# Work order
Please report how many lines below contain "Temur", writing nothing except the number.
START Extracted entries
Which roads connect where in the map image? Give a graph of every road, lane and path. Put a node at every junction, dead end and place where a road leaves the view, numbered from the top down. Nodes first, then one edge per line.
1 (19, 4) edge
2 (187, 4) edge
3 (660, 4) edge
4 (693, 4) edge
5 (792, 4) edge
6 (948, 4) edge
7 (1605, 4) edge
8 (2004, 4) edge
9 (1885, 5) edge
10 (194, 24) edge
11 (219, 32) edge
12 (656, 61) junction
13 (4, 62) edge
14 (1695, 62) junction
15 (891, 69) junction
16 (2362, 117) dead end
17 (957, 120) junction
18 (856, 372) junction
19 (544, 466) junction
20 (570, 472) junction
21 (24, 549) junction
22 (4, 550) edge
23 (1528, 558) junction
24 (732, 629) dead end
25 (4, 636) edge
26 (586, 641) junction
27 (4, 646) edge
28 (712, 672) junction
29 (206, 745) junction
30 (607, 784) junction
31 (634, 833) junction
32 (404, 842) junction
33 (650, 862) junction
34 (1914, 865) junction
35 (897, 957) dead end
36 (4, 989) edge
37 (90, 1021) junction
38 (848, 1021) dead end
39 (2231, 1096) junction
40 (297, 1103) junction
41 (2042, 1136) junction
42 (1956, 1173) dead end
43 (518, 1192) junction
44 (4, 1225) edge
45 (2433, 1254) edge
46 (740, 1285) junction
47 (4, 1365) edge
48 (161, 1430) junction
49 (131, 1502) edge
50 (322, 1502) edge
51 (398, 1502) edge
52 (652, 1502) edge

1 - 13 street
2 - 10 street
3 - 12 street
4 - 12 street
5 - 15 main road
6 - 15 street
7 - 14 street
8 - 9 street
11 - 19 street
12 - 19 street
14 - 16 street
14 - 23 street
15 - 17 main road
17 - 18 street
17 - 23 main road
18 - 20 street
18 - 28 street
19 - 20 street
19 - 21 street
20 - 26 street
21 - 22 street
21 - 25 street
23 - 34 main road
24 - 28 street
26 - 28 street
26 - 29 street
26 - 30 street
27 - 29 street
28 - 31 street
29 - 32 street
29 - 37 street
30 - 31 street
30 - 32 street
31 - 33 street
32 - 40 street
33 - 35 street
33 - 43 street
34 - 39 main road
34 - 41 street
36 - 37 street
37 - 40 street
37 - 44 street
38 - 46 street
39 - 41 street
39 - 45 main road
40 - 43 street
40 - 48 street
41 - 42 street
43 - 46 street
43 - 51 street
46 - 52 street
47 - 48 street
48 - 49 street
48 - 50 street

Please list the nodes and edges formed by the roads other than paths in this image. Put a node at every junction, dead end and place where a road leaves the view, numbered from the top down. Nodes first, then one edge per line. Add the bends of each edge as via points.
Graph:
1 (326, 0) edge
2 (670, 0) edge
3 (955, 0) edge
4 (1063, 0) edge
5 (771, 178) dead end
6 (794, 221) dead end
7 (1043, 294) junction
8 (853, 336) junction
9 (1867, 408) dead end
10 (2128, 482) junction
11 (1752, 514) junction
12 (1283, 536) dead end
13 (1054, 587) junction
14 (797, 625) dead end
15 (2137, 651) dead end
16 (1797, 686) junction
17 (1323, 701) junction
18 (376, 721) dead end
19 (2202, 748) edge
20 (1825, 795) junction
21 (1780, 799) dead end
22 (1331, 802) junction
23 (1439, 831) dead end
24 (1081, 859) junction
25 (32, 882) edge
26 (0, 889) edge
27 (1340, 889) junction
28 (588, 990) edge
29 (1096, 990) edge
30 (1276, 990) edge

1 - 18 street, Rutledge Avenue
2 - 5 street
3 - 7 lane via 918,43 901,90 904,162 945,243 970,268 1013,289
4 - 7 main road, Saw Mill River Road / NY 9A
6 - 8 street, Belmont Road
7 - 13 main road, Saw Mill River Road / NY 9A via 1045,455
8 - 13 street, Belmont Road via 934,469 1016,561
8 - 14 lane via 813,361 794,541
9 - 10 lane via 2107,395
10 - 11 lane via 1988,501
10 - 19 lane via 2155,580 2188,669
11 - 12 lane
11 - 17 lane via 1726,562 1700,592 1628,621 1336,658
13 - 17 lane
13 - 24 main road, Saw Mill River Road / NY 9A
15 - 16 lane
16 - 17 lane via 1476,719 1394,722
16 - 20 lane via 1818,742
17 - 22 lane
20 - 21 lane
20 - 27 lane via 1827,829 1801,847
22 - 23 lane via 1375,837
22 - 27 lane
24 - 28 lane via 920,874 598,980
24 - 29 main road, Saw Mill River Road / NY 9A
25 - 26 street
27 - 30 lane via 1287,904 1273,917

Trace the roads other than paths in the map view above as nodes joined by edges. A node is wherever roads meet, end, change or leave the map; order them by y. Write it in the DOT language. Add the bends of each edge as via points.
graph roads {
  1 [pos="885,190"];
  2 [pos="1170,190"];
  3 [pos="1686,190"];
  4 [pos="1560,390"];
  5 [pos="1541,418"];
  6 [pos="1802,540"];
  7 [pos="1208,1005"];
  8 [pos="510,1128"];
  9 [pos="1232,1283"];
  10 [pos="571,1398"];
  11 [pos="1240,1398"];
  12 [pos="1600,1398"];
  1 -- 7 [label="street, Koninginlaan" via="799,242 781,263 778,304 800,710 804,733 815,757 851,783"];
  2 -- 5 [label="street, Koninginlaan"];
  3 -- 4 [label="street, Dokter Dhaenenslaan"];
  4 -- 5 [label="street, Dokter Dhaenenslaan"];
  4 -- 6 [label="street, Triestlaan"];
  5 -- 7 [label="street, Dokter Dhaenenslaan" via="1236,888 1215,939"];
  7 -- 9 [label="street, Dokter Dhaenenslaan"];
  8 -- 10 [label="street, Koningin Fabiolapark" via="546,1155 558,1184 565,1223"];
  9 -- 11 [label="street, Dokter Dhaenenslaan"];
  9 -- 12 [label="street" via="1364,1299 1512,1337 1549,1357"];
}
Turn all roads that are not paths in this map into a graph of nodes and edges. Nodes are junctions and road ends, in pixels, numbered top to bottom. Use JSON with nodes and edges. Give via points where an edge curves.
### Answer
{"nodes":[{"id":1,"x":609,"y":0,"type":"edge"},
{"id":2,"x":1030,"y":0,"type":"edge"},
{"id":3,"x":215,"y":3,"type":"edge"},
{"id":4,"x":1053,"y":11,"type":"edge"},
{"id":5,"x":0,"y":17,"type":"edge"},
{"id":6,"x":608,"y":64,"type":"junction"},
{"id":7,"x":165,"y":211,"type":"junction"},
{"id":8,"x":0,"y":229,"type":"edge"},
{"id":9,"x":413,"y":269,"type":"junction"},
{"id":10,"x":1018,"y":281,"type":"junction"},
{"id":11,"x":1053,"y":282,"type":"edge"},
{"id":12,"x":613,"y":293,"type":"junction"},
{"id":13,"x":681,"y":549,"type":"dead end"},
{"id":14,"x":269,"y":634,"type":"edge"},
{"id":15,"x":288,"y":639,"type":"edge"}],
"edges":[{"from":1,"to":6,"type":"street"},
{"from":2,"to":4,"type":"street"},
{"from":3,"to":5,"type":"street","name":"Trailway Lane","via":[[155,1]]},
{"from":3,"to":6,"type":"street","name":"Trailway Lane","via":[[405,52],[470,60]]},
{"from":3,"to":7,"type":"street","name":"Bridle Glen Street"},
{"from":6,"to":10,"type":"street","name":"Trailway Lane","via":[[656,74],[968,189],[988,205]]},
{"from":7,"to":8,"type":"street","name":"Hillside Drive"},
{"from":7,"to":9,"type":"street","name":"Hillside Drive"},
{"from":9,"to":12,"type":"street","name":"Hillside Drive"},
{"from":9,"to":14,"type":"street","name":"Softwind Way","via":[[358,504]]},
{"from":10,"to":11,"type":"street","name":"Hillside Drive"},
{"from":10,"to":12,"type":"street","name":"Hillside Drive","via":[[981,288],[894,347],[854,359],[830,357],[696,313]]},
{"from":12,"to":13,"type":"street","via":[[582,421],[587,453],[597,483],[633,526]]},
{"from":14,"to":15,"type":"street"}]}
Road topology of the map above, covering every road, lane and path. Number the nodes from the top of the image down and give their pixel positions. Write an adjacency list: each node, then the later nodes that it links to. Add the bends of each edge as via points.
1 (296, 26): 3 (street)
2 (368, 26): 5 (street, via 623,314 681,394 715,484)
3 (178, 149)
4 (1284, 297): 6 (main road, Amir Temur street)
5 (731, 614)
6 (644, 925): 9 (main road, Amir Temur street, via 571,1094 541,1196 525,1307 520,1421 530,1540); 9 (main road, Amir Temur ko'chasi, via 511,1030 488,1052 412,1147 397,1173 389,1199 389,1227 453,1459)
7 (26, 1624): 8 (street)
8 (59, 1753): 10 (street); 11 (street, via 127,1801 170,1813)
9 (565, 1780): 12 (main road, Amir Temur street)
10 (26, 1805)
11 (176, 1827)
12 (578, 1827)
END Extracted entries
# Task solution
3